NASA spots odd heart-shaped objects on Mars and beyond
NASA is feeling the cosmic love, and Mars is a hotspot for otherworldly hearts.

Pluto's heart
NASA loves space and sometimes space seems to love it right back. The agency's spacecraft and explorers have seen all sorts of hearts in surprising places, from the surface of Mars to a wide swathe of dwarf-planet Pluto.
NASA's New Horizons spacecraft visited Pluto in 2015. This enhanced-color view shows off Pluto's distinctive heart, a bright surface feature that stands out from its darker surroundings.
Ridged heart on Mars
This lopsided heart is a bit of a Mars mystery. NASA's Mars Reconnaissance Orbiter snapped a look at it in 2014. The ridges around the heart are particularly interesting. The whole feature rises above the surrounding landscape.
The heart is located south of the volcano Ascraeus Mons. NASA says "it is extremely likely that this feature was formed by a volcanic process." Scientists also likened its shape to that of a rubber ducky.
Apollo 12 heart
The Apollo 12 mission in 1969 gave us a lot of good views of the moon's surface. This particular shot shows a heart-shaped crater. The full image also shows the legs of NASA astronaut Charles Conrad Jr.
Sweet spot on Mars
NASA's Mars Reconnaissance Orbiter found this heart-shaped feature on Mars in 2010. A small impact crater at the bottom of the heart created the lovely formation. When rocks impact Mars, they blast away the darker surface material. This one just happened to make a heart shape.
Heart mesa on Mars
It's not just impact craters on Mars that resemble hearts. This cute feature is a mesa seen by NASA's Mars Global Surveyor in 1999. The mesa is located in the planet's south polar region. If it looks like an indentation rather than rise, then that's just a visual trick of the eyes due to the way the sunlight reflects off the mesa.
Heart lake from the ISS
European Space Agency astronaut Thomas Pesquet looked down from the International Space Station in 2017 and captured a photo of this heart-shaped lake from orbit. Pesquet shared it just in time for Valentine's Day that year.
Curiosity heart light
This cheerful little patch of sunlight arguably looks like a heart (or a rocking horse without its rockers). NASA's Curiosity rover snapped this view in 2012. NASA says the heart-shaped bit of light "reminds us of how we love learning about Mars."
Vesta's hollow heart
NASA's Dawn spacecraft visited giant asteroid Vesta in 2011 and the agency shared this hearty image for Valentine's Day in 2012. The processed image uses colors to represent changes in the height of the topography. The blue heart is a hollow that is 6 miles (10 kilometers) across at its widest point.

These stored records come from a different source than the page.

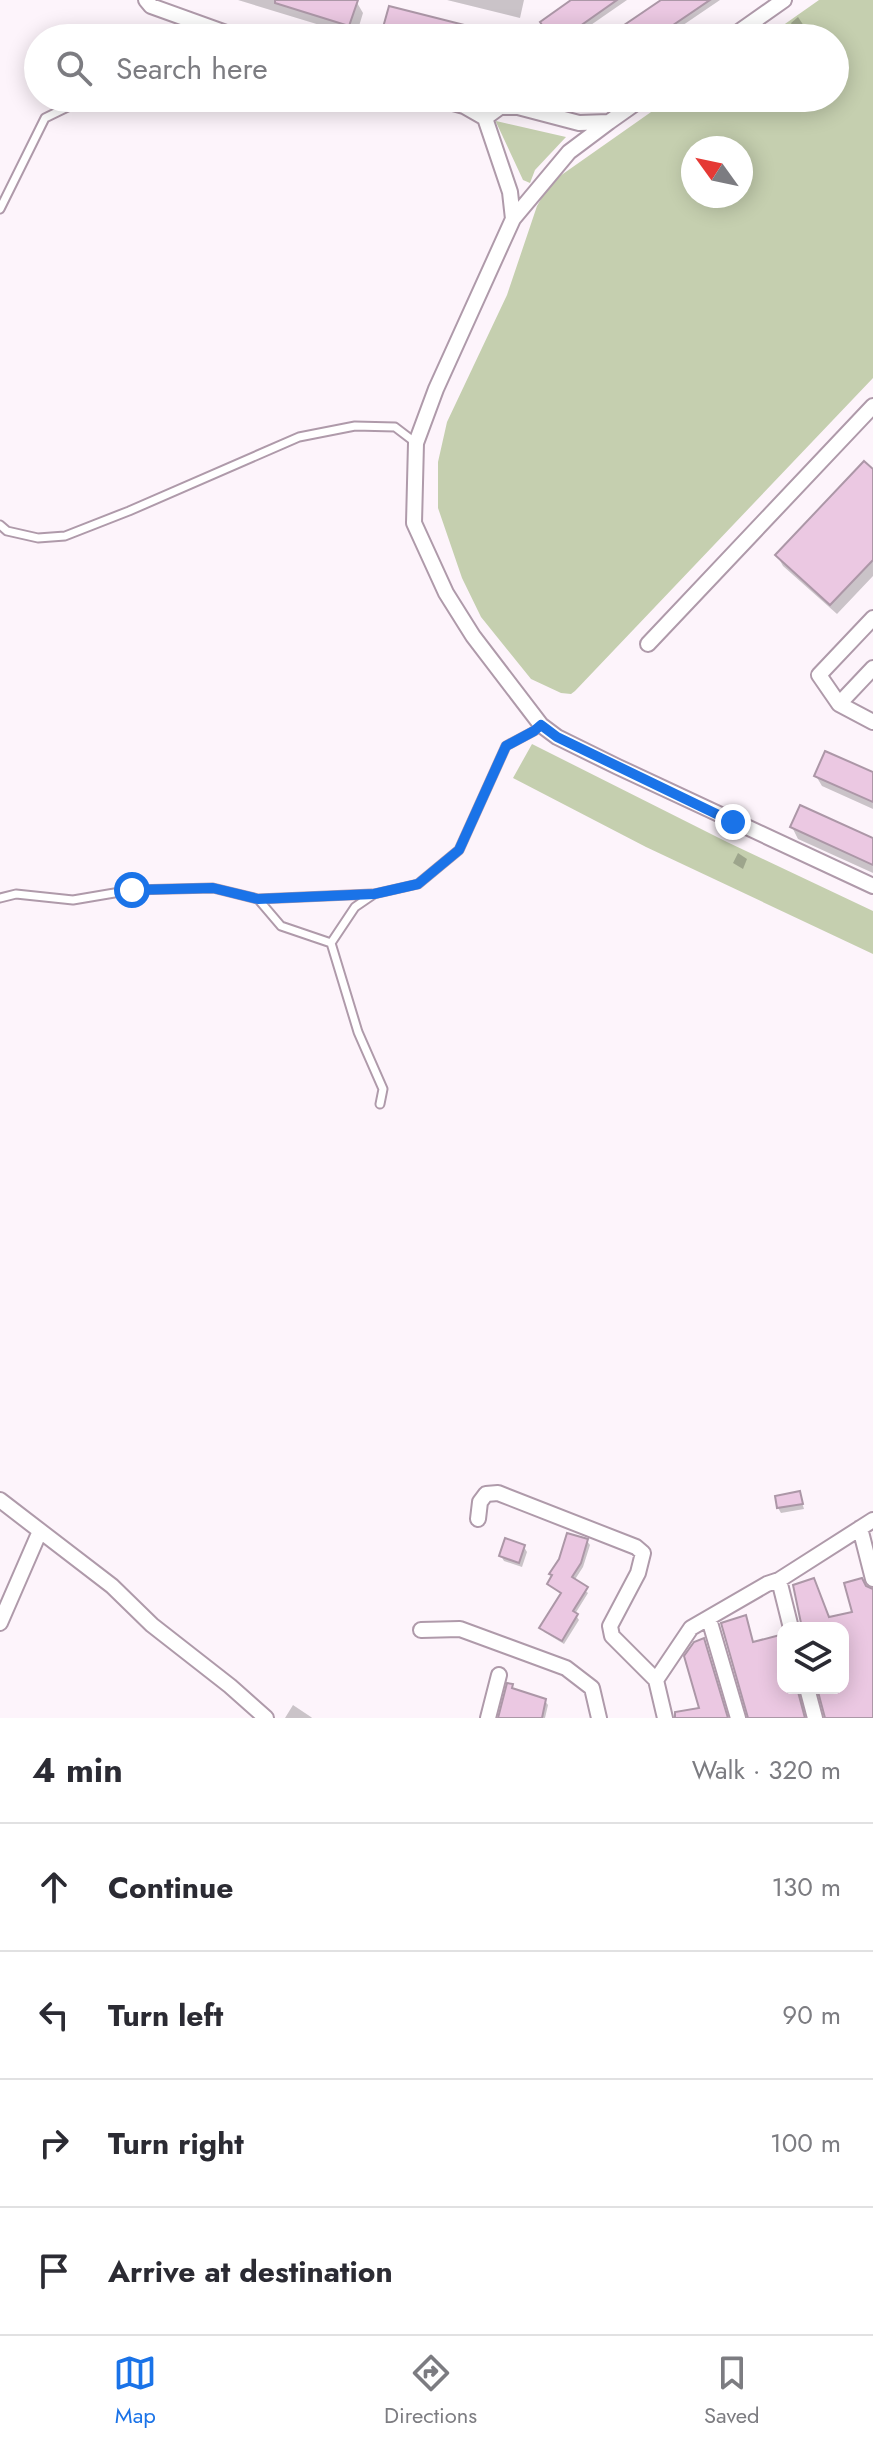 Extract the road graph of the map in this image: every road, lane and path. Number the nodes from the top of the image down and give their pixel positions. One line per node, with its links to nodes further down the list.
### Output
1 (146, 0): 3 (street)
2 (784, 0): 4 (street)
3 (199, 24)
4 (750, 24)
5 (57, 112): 12 (lane)
6 (474, 112): 10 (street)
7 (490, 112): 10 (street)
8 (537, 112): 11 (street)
9 (623, 112): 11 (street)
10 (485, 118): 13 (street)
11 (609, 122): 13 (street)
12 (0, 209)
13 (513, 219): 15 (street)
14 (873, 406): 18 (street)
15 (416, 443): 16 (lane); 22 (street)
16 (0, 525)
17 (873, 618): 20 (street)
18 (648, 644)
19 (873, 668): 20 (street)
20 (839, 704): 21 (street)
21 (873, 722)
22 (541, 725): 23 (street); 24 (lane)
23 (873, 886)
24 (374, 894): 26 (lane); 27 (lane)
25 (0, 898): 26 (lane)
26 (258, 899): 27 (lane)
27 (331, 943): 28 (lane)
28 (380, 1104)
29 (0, 1500): 32 (street)
30 (478, 1519): 40 (street)
31 (866, 1524): 33 (street); 34 (street)
32 (40, 1531): 37 (street); 42 (street)
33 (873, 1579)
34 (779, 1580): 35 (street); 36 (street)
35 (709, 1619): 40 (street); 46 (street)
36 (790, 1622)
37 (0, 1623)
38 (421, 1630): 44 (street)
39 (499, 1675): 43 (street)
40 (656, 1680): 45 (street)
41 (809, 1694): 47 (street)
42 (266, 1718)
43 (488, 1718)
44 (599, 1718)
45 (665, 1718)
46 (738, 1718)
47 (815, 1718) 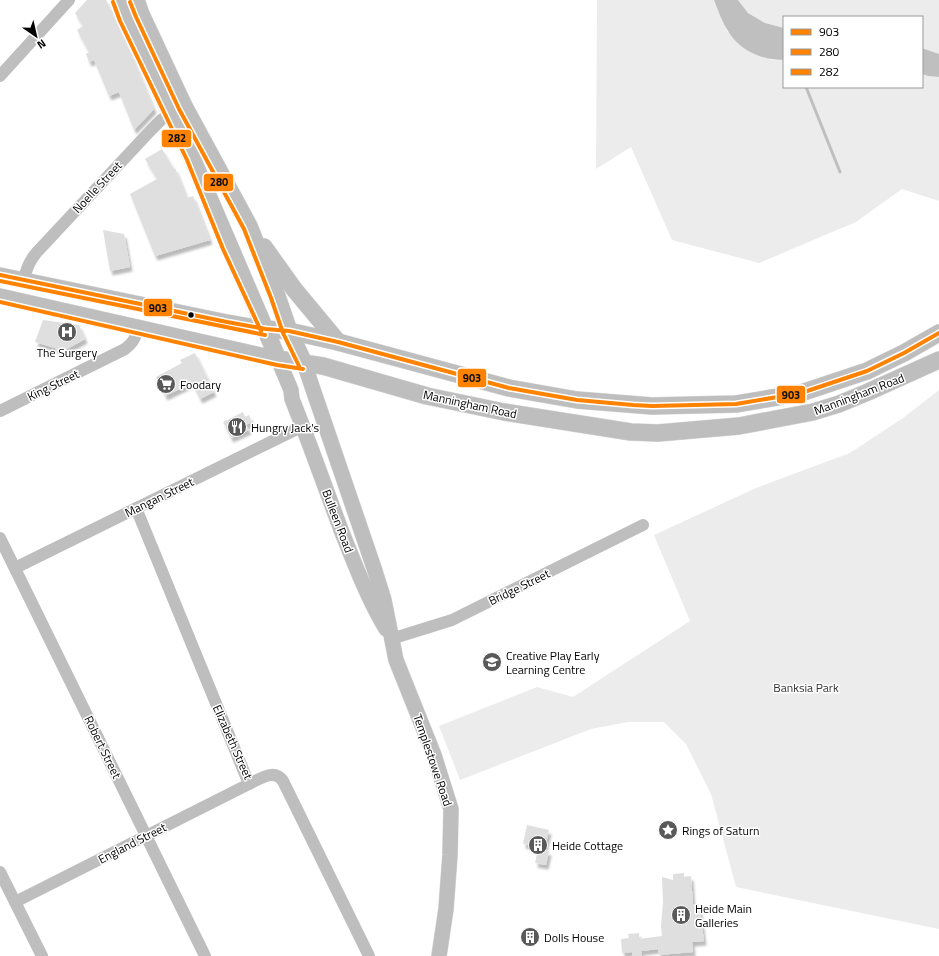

NASA retired Dawn in late 2018.
Pit of my Mars heart
NASA's Mars Global Surveyor was really feeling the love from the Red Planet when it snapped this picture of heart-shaped pit in 1999. The space agency says this is "actually a pit formed by collapse within a straight-walled trough known in geological terms as a graben."
Pit of Mars heart
This heart is the pits. NASA's Mars Reconnaissance Orbiter spacecraft snapped its picture in 2008. The heart-shaped pit is located next to an area of Mars called Hydaspis Chaos, which NASA describes as "a jumbled topographic depression." At least the heart is cheery.
Mars Yard heart
This heart is a little more down to Earth. NASA engineers discovered it in the Jet Propulsion Laboratory's Mars Yard just before Valentine's Day in 2014. The space agency uses the Mars Yard to test a copy of the Curiosity rover on Earth.
Mars heart odyssey
NASA's 2001 Mars Odyssey spacecraft snapped this look at yet another heart-shaped mesa on the Red Planet and shared it for Valentine's Day in 2006. Odyssey is the agency's longest-lasting Mars spacecraft. It arrived to orbit the planet in 2001. Its name is a tribute to sci-fi writer Arthur C. Clarke.
Heart in the darkness
This amorphous-looking set of cosmic formations shows young star cluster NFC 346 as seen by NASA's Chandra X-ray Observatory. A heart shape emerges at the center.
"Evidence from radio, optical and ultraviolet telescopes suggests that the hot cloud, which is about 100 light years across, is the remnant of a supernova explosion that occurred thousands of years ago," says NASA. The space agency released the Chandra image in 2003.
Christie's auctions The Heart of Space
Christie's auction house made plans to put this heart-shaped meteorite up for bid on Feb. 6, 2019. The unusual meteorite weighs over 22 pounds (10 kilograms) and arrived on Earth after a fireball streaked across Siberia in 1947. It is nicknamed "The Heart of Space."
Surveying a Mars heart
This may be the least-cheery heart NASA has seen on Mars. It comes from a 2005 Mars Global Surveyor image. The space agency describes it as "a heart-shaped hill surrounded by cracked terrain within a depression in far northwestern Arabia Terra."